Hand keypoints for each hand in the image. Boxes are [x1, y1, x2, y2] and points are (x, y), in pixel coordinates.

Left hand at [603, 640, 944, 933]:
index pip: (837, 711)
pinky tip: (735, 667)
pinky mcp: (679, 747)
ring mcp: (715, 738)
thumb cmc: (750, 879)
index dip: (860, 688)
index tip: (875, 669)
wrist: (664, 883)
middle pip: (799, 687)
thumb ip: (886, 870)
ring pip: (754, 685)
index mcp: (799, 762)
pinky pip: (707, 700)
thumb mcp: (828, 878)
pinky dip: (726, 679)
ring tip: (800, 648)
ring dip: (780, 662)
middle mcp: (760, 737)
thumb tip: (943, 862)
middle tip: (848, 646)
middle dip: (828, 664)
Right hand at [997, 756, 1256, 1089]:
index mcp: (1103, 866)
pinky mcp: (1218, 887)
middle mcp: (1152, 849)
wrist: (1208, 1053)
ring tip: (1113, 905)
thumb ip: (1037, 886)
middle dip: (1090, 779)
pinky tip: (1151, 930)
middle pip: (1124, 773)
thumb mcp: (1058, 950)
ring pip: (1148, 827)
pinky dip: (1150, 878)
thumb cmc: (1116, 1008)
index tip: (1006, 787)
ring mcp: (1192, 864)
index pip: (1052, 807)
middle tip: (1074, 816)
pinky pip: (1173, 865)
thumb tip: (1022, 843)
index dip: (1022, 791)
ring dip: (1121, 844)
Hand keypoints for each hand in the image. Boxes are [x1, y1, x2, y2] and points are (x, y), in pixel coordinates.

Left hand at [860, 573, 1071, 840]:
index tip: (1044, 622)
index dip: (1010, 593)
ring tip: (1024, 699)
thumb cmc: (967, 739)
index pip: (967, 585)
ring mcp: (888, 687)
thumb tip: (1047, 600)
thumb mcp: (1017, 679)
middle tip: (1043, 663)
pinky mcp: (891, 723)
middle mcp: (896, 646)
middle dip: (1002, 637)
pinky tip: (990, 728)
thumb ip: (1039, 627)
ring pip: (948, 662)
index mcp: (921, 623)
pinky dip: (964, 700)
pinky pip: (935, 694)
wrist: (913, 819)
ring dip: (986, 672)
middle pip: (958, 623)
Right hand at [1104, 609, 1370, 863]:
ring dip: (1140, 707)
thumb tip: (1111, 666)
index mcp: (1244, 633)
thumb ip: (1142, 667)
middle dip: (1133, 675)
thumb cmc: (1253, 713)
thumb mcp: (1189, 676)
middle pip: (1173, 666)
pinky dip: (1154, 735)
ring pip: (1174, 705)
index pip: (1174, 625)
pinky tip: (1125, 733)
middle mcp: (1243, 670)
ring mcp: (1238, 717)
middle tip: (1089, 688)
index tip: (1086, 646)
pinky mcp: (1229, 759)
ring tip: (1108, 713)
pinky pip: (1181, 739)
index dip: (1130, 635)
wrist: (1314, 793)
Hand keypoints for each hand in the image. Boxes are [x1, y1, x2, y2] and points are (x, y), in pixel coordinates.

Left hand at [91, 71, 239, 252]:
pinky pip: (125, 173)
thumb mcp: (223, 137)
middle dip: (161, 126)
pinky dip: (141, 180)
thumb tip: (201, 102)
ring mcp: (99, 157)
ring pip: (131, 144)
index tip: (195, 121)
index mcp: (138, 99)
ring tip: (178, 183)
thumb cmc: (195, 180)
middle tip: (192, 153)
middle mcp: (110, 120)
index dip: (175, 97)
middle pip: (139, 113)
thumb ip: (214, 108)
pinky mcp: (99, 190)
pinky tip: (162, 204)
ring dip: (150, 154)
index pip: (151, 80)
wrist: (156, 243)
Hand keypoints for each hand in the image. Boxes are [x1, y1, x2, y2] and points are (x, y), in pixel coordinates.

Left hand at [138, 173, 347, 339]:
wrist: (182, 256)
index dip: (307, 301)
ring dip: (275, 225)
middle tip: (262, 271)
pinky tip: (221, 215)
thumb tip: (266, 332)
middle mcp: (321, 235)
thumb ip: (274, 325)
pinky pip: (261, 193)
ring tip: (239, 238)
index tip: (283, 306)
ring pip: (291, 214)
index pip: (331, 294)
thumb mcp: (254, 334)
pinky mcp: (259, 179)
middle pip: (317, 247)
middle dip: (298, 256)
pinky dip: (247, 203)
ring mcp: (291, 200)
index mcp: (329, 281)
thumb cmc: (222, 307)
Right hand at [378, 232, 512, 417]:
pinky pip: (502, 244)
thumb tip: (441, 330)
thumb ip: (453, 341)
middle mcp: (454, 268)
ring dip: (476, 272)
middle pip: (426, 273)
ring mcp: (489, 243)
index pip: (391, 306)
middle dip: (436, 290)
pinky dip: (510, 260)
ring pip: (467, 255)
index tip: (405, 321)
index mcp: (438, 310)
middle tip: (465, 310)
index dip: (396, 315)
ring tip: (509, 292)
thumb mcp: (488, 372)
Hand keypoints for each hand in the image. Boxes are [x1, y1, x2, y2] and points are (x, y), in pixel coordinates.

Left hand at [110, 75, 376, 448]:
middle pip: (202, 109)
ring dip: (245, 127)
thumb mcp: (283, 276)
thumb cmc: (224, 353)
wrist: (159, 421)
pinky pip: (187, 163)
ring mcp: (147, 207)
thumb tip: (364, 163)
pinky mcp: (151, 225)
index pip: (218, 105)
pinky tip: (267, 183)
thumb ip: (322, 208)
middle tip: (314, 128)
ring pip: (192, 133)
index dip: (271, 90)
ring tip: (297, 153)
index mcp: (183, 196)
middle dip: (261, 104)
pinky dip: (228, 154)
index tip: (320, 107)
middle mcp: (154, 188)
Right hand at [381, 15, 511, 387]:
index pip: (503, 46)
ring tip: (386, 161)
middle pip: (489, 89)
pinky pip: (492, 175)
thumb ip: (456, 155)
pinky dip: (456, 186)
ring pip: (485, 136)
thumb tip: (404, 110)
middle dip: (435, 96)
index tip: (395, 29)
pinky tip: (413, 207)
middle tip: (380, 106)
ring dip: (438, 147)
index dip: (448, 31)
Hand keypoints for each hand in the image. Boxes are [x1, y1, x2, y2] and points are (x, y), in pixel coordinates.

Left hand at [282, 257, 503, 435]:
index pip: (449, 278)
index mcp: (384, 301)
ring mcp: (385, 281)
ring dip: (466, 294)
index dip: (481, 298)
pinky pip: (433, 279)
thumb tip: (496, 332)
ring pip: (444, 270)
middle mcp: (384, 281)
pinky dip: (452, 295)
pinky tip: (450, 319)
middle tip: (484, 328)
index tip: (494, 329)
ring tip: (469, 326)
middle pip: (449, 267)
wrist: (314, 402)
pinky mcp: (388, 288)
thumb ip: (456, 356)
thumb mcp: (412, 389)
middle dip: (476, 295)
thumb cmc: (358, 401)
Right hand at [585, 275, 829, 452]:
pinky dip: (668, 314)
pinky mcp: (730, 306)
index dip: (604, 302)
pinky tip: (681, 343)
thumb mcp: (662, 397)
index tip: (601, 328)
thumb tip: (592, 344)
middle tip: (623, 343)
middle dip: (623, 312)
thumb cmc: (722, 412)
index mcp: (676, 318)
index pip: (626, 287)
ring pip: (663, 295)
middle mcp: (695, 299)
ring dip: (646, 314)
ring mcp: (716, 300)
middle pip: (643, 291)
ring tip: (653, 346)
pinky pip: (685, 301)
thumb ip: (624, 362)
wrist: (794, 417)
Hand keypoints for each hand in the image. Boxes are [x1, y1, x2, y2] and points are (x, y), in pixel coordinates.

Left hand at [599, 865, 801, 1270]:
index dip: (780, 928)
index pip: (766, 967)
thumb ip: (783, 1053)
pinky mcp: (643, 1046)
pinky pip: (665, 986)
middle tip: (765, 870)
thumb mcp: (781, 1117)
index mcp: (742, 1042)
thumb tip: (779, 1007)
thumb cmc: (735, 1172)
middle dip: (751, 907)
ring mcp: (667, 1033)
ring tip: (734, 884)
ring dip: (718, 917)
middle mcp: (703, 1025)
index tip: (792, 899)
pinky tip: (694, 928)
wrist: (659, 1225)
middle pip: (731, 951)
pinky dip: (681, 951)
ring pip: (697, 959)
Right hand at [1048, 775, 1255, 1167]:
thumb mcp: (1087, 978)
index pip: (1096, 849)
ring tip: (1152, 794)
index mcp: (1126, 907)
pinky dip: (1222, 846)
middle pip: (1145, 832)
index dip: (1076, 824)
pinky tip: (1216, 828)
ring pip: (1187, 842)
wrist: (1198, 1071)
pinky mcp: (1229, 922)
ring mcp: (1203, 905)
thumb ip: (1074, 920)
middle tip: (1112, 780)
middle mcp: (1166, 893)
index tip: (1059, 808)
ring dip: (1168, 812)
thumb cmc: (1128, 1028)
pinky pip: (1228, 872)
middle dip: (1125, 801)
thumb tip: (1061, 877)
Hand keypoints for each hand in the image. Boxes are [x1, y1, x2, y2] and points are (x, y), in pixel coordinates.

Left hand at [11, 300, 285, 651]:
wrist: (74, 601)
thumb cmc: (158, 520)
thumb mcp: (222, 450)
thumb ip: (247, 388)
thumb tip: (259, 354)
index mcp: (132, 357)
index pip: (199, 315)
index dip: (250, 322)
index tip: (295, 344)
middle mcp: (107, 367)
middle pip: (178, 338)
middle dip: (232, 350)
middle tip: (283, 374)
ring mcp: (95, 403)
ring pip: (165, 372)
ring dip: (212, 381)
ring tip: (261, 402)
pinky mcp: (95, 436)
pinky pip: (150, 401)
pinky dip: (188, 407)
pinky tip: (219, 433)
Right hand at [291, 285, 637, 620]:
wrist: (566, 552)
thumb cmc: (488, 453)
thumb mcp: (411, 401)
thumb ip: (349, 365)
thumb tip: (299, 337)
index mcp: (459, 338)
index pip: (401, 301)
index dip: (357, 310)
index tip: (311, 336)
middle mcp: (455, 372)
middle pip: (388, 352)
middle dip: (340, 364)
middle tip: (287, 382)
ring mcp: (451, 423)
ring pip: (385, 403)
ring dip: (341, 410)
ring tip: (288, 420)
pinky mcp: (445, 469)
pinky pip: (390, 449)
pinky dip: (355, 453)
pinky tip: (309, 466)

WORK INSTRUCTION ::
Please give an exact copy of the lines above, beginning with the line containing "index dip: (481, 298)" and running through the line containing "ring pip: (697, 959)", and of no other lines.

TASK RESPONSE ::
index dip: (481, 298)
pinky pip: (433, 279)
thumb tip: (496, 332)
ring pip: (444, 270)
middle mcp: (384, 281)
pinky dip: (452, 295)
pinky tip: (450, 319)
middle tip: (484, 328)
index tip: (494, 329)
ring tip: (469, 326)
middle pip: (449, 267)
wrist: (314, 402)
pinky mcp: (388, 288)
thumb ip: (456, 356)
thumb mcp: (412, 389)
middle dip: (476, 295)
thumb cmc: (358, 401)
Right hand at [585, 275, 829, 452]:
pinky dip: (668, 314)
pinky mcp: (730, 306)
index dip: (604, 302)
pinky tip: (681, 343)
thumb mcp: (662, 397)
index tip: (601, 328)
thumb tip: (592, 344)
middle tip: (623, 343)
middle dip: (623, 312)
thumb cmc: (722, 412)
index mcp: (676, 318)
index pip: (626, 287)
ring pip: (663, 295)
middle mcp: (695, 299)
ring dip: (646, 314)
ring mcp: (716, 300)
middle pip: (643, 291)
ring tip: (653, 346)
pinky pip: (685, 301)
thumb ip: (624, 362)
wrist: (794, 417)
Hand keypoints for each hand in the image. Boxes are [x1, y1, x2, y2] and points are (x, y), in pixel coordinates.

Left hand at [599, 865, 801, 1270]:
index dip: (780, 928)
index pip: (766, 967)
thumb ip: (783, 1053)
pinky mcp: (643, 1046)
pinky pip: (665, 986)
middle tip: (765, 870)
thumb mcp: (781, 1117)
index mcp: (742, 1042)
thumb tip: (779, 1007)
thumb cmc: (735, 1172)
middle dip: (751, 907)
ring mcp: (667, 1033)
ring tip: (734, 884)
ring dip: (718, 917)
middle mcp: (703, 1025)
index tip: (792, 899)
pinky tip: (694, 928)
wrist: (659, 1225)
middle pip: (731, 951)
pinky dip: (681, 951)
ring pip: (697, 959)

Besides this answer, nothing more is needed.